I regretted hesitating earlier and should have grabbed it before he could regain control of his gun. He continued with the retelling of his cruelty but was totally unaware of the building wrath that I would descend upon him with every single word he spoke. I wore a mask of calm and let the storm erupt within me waiting for the perfect moment to unleash it.

    “Let’s see.........Oh! And her stomach! Smooth and flat. Not one ounce of fat, yet still as soft as I’ve ever felt. I must say, I didn’t anticipate liking her body so much.

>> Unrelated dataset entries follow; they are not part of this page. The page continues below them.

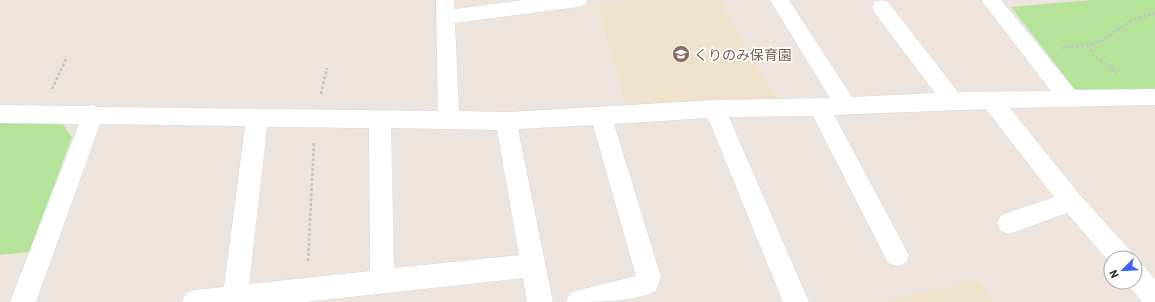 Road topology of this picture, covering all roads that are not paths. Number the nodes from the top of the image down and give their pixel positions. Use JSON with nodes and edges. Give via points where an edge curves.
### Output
{"nodes":[{"id":1,"x":578,"y":0,"type":"edge"},
{"id":2,"x":779,"y":0,"type":"edge"},
{"id":3,"x":990,"y":0,"type":"edge"},
{"id":4,"x":881,"y":7,"type":"dead end"},
{"id":5,"x":445,"y":9,"type":"edge"},
{"id":6,"x":1069,"y":98,"type":"junction"},
{"id":7,"x":953,"y":101,"type":"junction"},
{"id":8,"x":992,"y":101,"type":"junction"},
{"id":9,"x":1146,"y":101,"type":"edge"},
{"id":10,"x":846,"y":105,"type":"junction"},
{"id":11,"x":819,"y":107,"type":"junction"},
{"id":12,"x":715,"y":109,"type":"junction"},
{"id":13,"x":0,"y":114,"type":"edge"},
{"id":14,"x":93,"y":114,"type":"junction"},
{"id":15,"x":601,"y":115,"type":"junction"},
{"id":16,"x":257,"y":119,"type":"junction"},
{"id":17,"x":380,"y":120,"type":"junction"},
{"id":18,"x":449,"y":121,"type":"junction"},
{"id":19,"x":506,"y":121,"type":"junction"},
{"id":20,"x":1071,"y":201,"type":"junction"},
{"id":21,"x":1009,"y":223,"type":"dead end"},
{"id":22,"x":1114,"y":250,"type":"edge"},
{"id":23,"x":898,"y":255,"type":"dead end"},
{"id":24,"x":532,"y":264,"type":"junction"},
{"id":25,"x":382,"y":281,"type":"junction"},
{"id":26,"x":1143,"y":284,"type":"edge"},
{"id":27,"x":235,"y":298,"type":"junction"},
{"id":28,"x":1155,"y":298,"type":"edge"},
{"id":29,"x":24,"y":302,"type":"edge"},
{"id":30,"x":195,"y":302,"type":"edge"},
{"id":31,"x":540,"y":302,"type":"edge"},
{"id":32,"x":579,"y":302,"type":"edge"},
{"id":33,"x":796,"y":302,"type":"edge"}],
"edges":[{"from":1,"to":5,"type":"street"},
{"from":2,"to":10,"type":"street"},
{"from":3,"to":6,"type":"street"},
{"from":4,"to":7,"type":"street"},
{"from":5,"to":18,"type":"street"},
{"from":6,"to":8,"type":"street"},
{"from":6,"to":9,"type":"street"},
{"from":7,"to":8,"type":"street"},
{"from":7,"to":10,"type":"street"},
{"from":8,"to":20,"type":"street"},
{"from":10,"to":11,"type":"street"},
{"from":11,"to":12,"type":"street"},
{"from":11,"to":23,"type":"street"},
{"from":12,"to":15,"type":"street"},
{"from":12,"to":33,"type":"street"},
{"from":13,"to":14,"type":"street"},
{"from":14,"to":16,"type":"street"},
{"from":14,"to":29,"type":"street"},
{"from":15,"to":19,"type":"street"},
{"from":15,"to":32,"type":"street","via":[[649,277],[642,287]]},
{"from":16,"to":17,"type":"street"},
{"from":16,"to":27,"type":"street"},
{"from":17,"to":18,"type":"street"},
{"from":17,"to":25,"type":"street"},
{"from":18,"to":19,"type":"street"},
{"from":19,"to":24,"type":"street"},
{"from":20,"to":21,"type":"street"},
{"from":20,"to":22,"type":"street"},
{"from":24,"to":25,"type":"street"},
{"from":24,"to":31,"type":"street"},
{"from":25,"to":27,"type":"street"},
{"from":26,"to":28,"type":"street"},
{"from":27,"to":30,"type":"street"}]}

“You know, I claimed earlier that she wasn’t as good as some I’ve brought in here but I only said that because she struggled so mightily and I could barely control her.

“I’d like to retract that statement,” he said, pinching his lower lip between his thumb and forefinger. “No, in fact, I think she’s the best. I think I enjoyed it all the more because of the fight. It’s too bad you’ll never get to have her. I’m sure you would have found her as incredible as I will.” He sighed, apparently approaching the end of his speech and shrugged his shoulders.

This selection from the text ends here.